--- EXTRACTED ENTRIES Enclosed Below ---

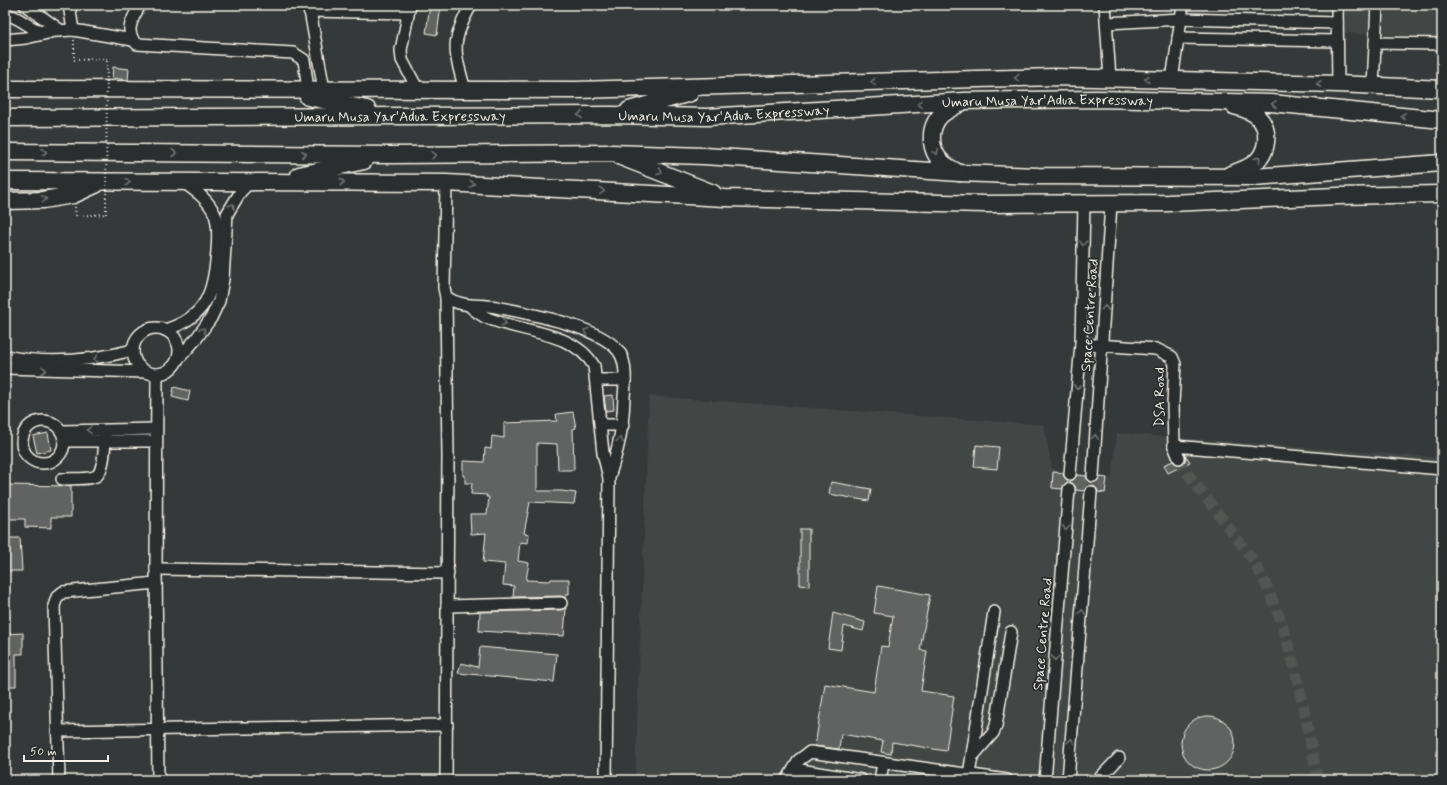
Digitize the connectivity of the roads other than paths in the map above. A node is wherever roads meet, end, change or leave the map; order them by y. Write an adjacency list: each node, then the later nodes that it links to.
1 (25, 5): 16 (street)
2 (69, 5): 15 (street)
3 (140, 5): 19 (street)
4 (471, 5): 33 (street)
5 (1106, 5): 13 (street)
6 (1183, 5): 12 (street)
7 (1337, 5): 14 (street)
8 (1377, 5): 21 (street)
9 (309, 8): 10 (street); 31 (street)
10 (409, 9): 32 (street)
11 (5, 14): 16 (street)
12 (1181, 19): 13 (street); 14 (street); 17 (street)
13 (1107, 23): 23 (street)
14 (1337, 23): 20 (street)
15 (74, 30): 16 (street); 19 (street)
16 (54, 31): 18 (street)
17 (1178, 38): 20 (street); 24 (street)
18 (5, 40)
19 (133, 40): 30 (street)
20 (1337, 41): 25 (street)
21 (1375, 43): 22 (street); 27 (street)
22 (1442, 44)
23 (1110, 79): 24 (highway, Umaru Musa Yar'Adua Expressway, one-way to 23); 26 (highway, Umaru Musa Yar'Adua Expressway, one-way to 26)
24 (1172, 80): 25 (highway, Umaru Musa Yar'Adua Expressway, one-way to 24)
25 (1338, 84): 27 (highway, Umaru Musa Yar'Adua Expressway)
26 (717, 86): 33 (highway, Umaru Musa Yar'Adua Expressway); 37 (highway)
27 (1373, 86): 34 (highway, Umaru Musa Yar'Adua Expressway)
28 (5, 89): 29 (highway, Umaru Musa Yar'Adua Expressway)
29 (273, 90): 30 (highway, Umaru Musa Yar'Adua Expressway); 38 (highway)
30 (308, 90): 31 (highway, Umaru Musa Yar'Adua Expressway)
31 (324, 90): 32 (highway, Umaru Musa Yar'Adua Expressway)
32 (418, 90): 33 (highway, Umaru Musa Yar'Adua Expressway)
33 (465, 90)
34 (1442, 90)
35 (964, 101): 36 (highway, Umaru Musa Yar'Adua Expressway); 37 (highway, Umaru Musa Yar'Adua Expressway, one-way to 37); 45 (highway, one-way to 45)
36 (1223, 102): 40 (highway, Umaru Musa Yar'Adua Expressway, one-way to 36); 46 (highway, one-way to 36)
37 (611, 114): 38 (highway, Umaru Musa Yar'Adua Expressway, one-way to 38)
38 (400, 116): 39 (highway, Umaru Musa Yar'Adua Expressway)
39 (5, 118)
40 (1442, 120)
41 (5, 152): 43 (highway, one-way to 43)
42 (610, 153): 43 (highway, one-way to 42); 45 (highway); 54 (highway, one-way to 54)
43 (393, 155): 51 (highway)
44 (1442, 163): 46 (highway)
45 (960, 173): 46 (highway)
46 (1224, 177)
47 (5, 182): 48 (highway)
48 (102, 182): 49 (highway, one-way to 49); 55 (highway, one-way to 48)
49 (183, 182): 50 (highway); 60 (street)
50 (250, 182): 51 (highway); 65 (street, one-way to 50)
51 (268, 182): 52 (highway, one-way to 52)
52 (446, 183): 54 (highway, one-way to 54); 58 (street)
53 (1442, 194): 57 (highway)
54 (725, 198): 56 (highway)
55 (5, 201)
56 (1084, 204): 57 (highway); 61 (street, Space Centre Road, one-way to 61)
57 (1111, 204): 62 (street, Space Centre Road, one-way to 57)
58 (446, 297): 59 (street); 87 (street)
59 (470, 306): 69 (street, one-way to 69); 70 (street, one-way to 59)
60 (165, 330): 63 (street); 65 (street)
61 (1081, 344): 62 (street, DSA Road); 80 (street, Space Centre Road, one-way to 80)
62 (1102, 346): 77 (street, DSA Road); 81 (street, Space Centre Road, one-way to 62)
63 (134, 350): 64 (street, one-way to 64); 67 (street)
64 (5, 356)
65 (178, 359): 68 (street)
66 (5, 368): 67 (street, one-way to 67)
67 (146, 372): 68 (street)
68 (157, 374): 73 (street)
69 (596, 380): 70 (street); 71 (street)
70 (625, 380): 72 (street)
71 (601, 425): 72 (street); 82 (street)
72 (623, 425): 82 (street, one-way to 72)
73 (156, 429): 74 (street); 76 (street)
74 (105, 430): 75 (street); 75 (street, one-way to 75)
75 (105, 441): 76 (street); 83 (street)
76 (156, 441): 86 (street)
77 (1174, 446): 78 (street, DSA Road); 79 (street)
78 (1179, 458)
79 (1442, 469)
80 (1070, 474)
81 (1093, 476)
82 (609, 478): 105 (street)
83 (62, 479)
84 (1069, 490): 110 (street, Space Centre Road, one-way to 110)
85 (1091, 492): 111 (street, one-way to 85)
86 (156, 569): 87 (street); 88 (street)
87 (448, 573): 90 (street)
88 (156, 583): 94 (street); 95 (street)
89 (561, 604): 90 (street)
90 (447, 606): 93 (street)
91 (994, 612): 96 (street)
92 (1011, 632): 96 (street)
93 (447, 725): 94 (street); 104 (street)
94 (158, 730): 95 (street); 103 (street)
95 (58, 731): 102 (street)
96 (972, 758): 100 (street)
97 (1119, 758): 112 (street)
98 (883, 764): 99 (street); 101 (street); 108 (street)
99 (794, 769): 106 (street); 107 (street)
100 (969, 775): 101 (street); 109 (street)
101 (955, 777)
102 (59, 780)
103 (158, 780)
104 (446, 780)
105 (606, 780)
106 (787, 780)
107 (861, 780)
108 (880, 780)
109 (1007, 780)
110 (1045, 780)
111 (1068, 780)
112 (1098, 780)

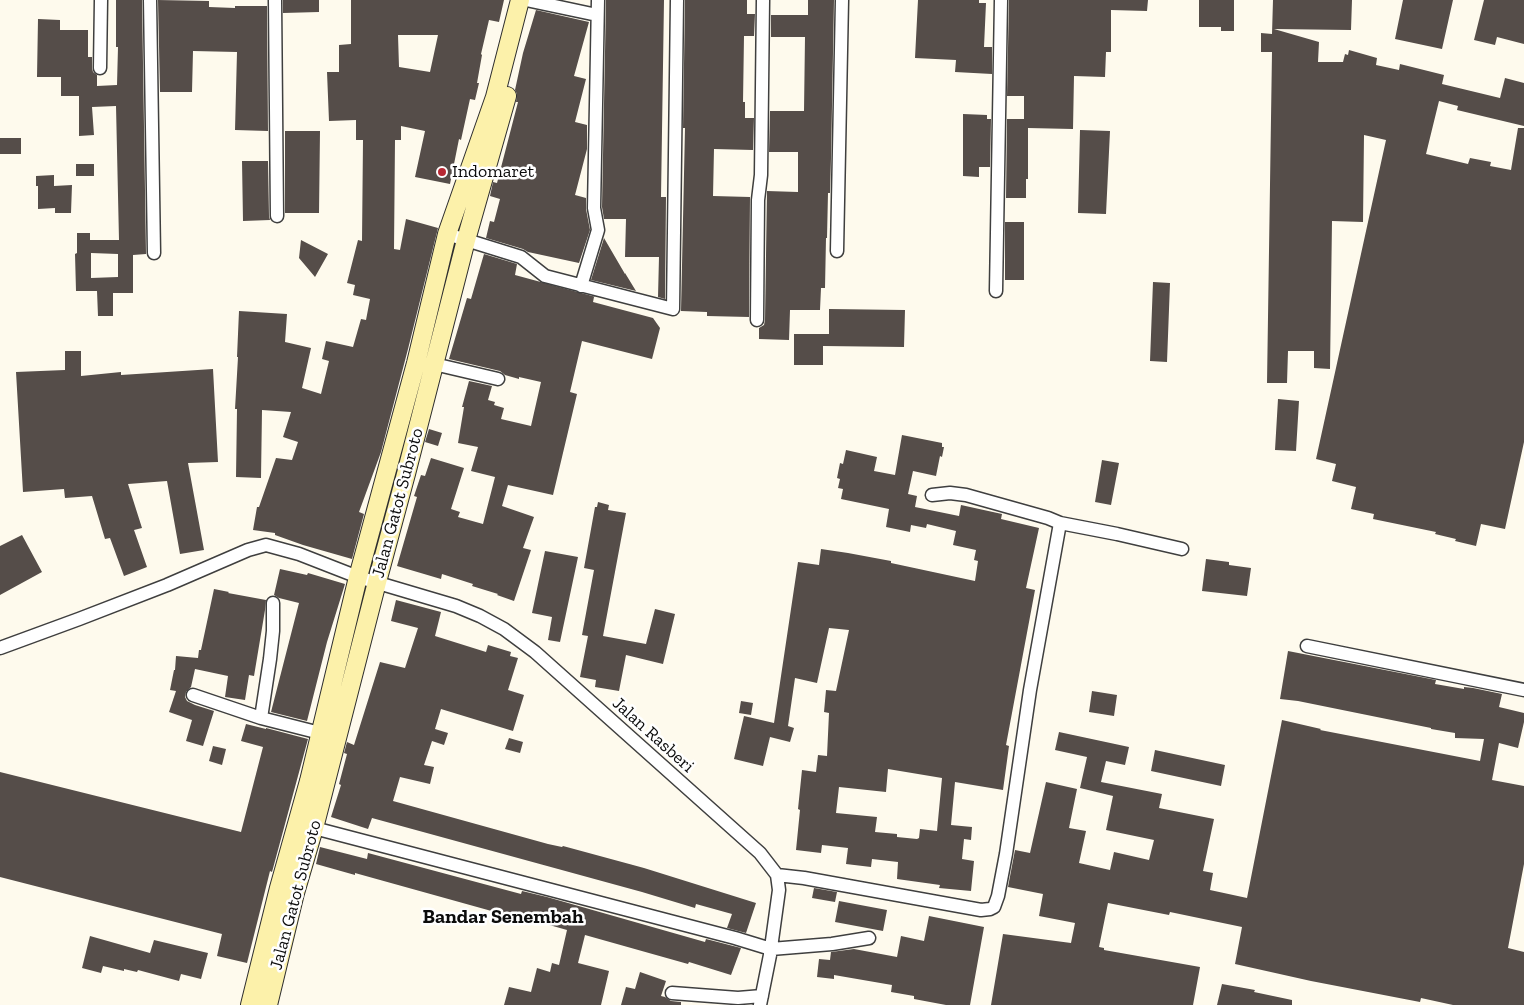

--- End of Enclosed EXTRACTED ENTRIES ---

TASK ITEM
Each entry is to be transcribed verbatim, and any picture in it is to be skipped.

WRITTEN SOLUTION
Digitize the connectivity of the roads other than paths in the map above. A node is wherever roads meet, end, change or leave the map; order them by y. Write an adjacency list: each node, then the later nodes that it links to.
1 (25, 5): 16 (street)
2 (69, 5): 15 (street)
3 (140, 5): 19 (street)
4 (471, 5): 33 (street)
5 (1106, 5): 13 (street)
6 (1183, 5): 12 (street)
7 (1337, 5): 14 (street)
8 (1377, 5): 21 (street)
9 (309, 8): 10 (street); 31 (street)
10 (409, 9): 32 (street)
11 (5, 14): 16 (street)
12 (1181, 19): 13 (street); 14 (street); 17 (street)
13 (1107, 23): 23 (street)
14 (1337, 23): 20 (street)
15 (74, 30): 16 (street); 19 (street)
16 (54, 31): 18 (street)
17 (1178, 38): 20 (street); 24 (street)
18 (5, 40)
19 (133, 40): 30 (street)
20 (1337, 41): 25 (street)
21 (1375, 43): 22 (street); 27 (street)
22 (1442, 44)
23 (1110, 79): 24 (highway, Umaru Musa Yar'Adua Expressway, one-way to 23); 26 (highway, Umaru Musa Yar'Adua Expressway, one-way to 26)
24 (1172, 80): 25 (highway, Umaru Musa Yar'Adua Expressway, one-way to 24)
25 (1338, 84): 27 (highway, Umaru Musa Yar'Adua Expressway)
26 (717, 86): 33 (highway, Umaru Musa Yar'Adua Expressway); 37 (highway)
27 (1373, 86): 34 (highway, Umaru Musa Yar'Adua Expressway)
28 (5, 89): 29 (highway, Umaru Musa Yar'Adua Expressway)
29 (273, 90): 30 (highway, Umaru Musa Yar'Adua Expressway); 38 (highway)
30 (308, 90): 31 (highway, Umaru Musa Yar'Adua Expressway)
31 (324, 90): 32 (highway, Umaru Musa Yar'Adua Expressway)
32 (418, 90): 33 (highway, Umaru Musa Yar'Adua Expressway)
33 (465, 90)
34 (1442, 90)
35 (964, 101): 36 (highway, Umaru Musa Yar'Adua Expressway); 37 (highway, Umaru Musa Yar'Adua Expressway, one-way to 37); 45 (highway, one-way to 45)
36 (1223, 102): 40 (highway, Umaru Musa Yar'Adua Expressway, one-way to 36); 46 (highway, one-way to 36)
37 (611, 114): 38 (highway, Umaru Musa Yar'Adua Expressway, one-way to 38)
38 (400, 116): 39 (highway, Umaru Musa Yar'Adua Expressway)
39 (5, 118)
40 (1442, 120)
41 (5, 152): 43 (highway, one-way to 43)
42 (610, 153): 43 (highway, one-way to 42); 45 (highway); 54 (highway, one-way to 54)
43 (393, 155): 51 (highway)
44 (1442, 163): 46 (highway)
45 (960, 173): 46 (highway)
46 (1224, 177)
47 (5, 182): 48 (highway)
48 (102, 182): 49 (highway, one-way to 49); 55 (highway, one-way to 48)
49 (183, 182): 50 (highway); 60 (street)
50 (250, 182): 51 (highway); 65 (street, one-way to 50)
51 (268, 182): 52 (highway, one-way to 52)
52 (446, 183): 54 (highway, one-way to 54); 58 (street)
53 (1442, 194): 57 (highway)
54 (725, 198): 56 (highway)
55 (5, 201)
56 (1084, 204): 57 (highway); 61 (street, Space Centre Road, one-way to 61)
57 (1111, 204): 62 (street, Space Centre Road, one-way to 57)
58 (446, 297): 59 (street); 87 (street)
59 (470, 306): 69 (street, one-way to 69); 70 (street, one-way to 59)
60 (165, 330): 63 (street); 65 (street)
61 (1081, 344): 62 (street, DSA Road); 80 (street, Space Centre Road, one-way to 80)
62 (1102, 346): 77 (street, DSA Road); 81 (street, Space Centre Road, one-way to 62)
63 (134, 350): 64 (street, one-way to 64); 67 (street)
64 (5, 356)
65 (178, 359): 68 (street)
66 (5, 368): 67 (street, one-way to 67)
67 (146, 372): 68 (street)
68 (157, 374): 73 (street)
69 (596, 380): 70 (street); 71 (street)
70 (625, 380): 72 (street)
71 (601, 425): 72 (street); 82 (street)
72 (623, 425): 82 (street, one-way to 72)
73 (156, 429): 74 (street); 76 (street)
74 (105, 430): 75 (street); 75 (street, one-way to 75)
75 (105, 441): 76 (street); 83 (street)
76 (156, 441): 86 (street)
77 (1174, 446): 78 (street, DSA Road); 79 (street)
78 (1179, 458)
79 (1442, 469)
80 (1070, 474)
81 (1093, 476)
82 (609, 478): 105 (street)
83 (62, 479)
84 (1069, 490): 110 (street, Space Centre Road, one-way to 110)
85 (1091, 492): 111 (street, one-way to 85)
86 (156, 569): 87 (street); 88 (street)
87 (448, 573): 90 (street)
88 (156, 583): 94 (street); 95 (street)
89 (561, 604): 90 (street)
90 (447, 606): 93 (street)
91 (994, 612): 96 (street)
92 (1011, 632): 96 (street)
93 (447, 725): 94 (street); 104 (street)
94 (158, 730): 95 (street); 103 (street)
95 (58, 731): 102 (street)
96 (972, 758): 100 (street)
97 (1119, 758): 112 (street)
98 (883, 764): 99 (street); 101 (street); 108 (street)
99 (794, 769): 106 (street); 107 (street)
100 (969, 775): 101 (street); 109 (street)
101 (955, 777)
102 (59, 780)
103 (158, 780)
104 (446, 780)
105 (606, 780)
106 (787, 780)
107 (861, 780)
108 (880, 780)
109 (1007, 780)
110 (1045, 780)
111 (1068, 780)
112 (1098, 780)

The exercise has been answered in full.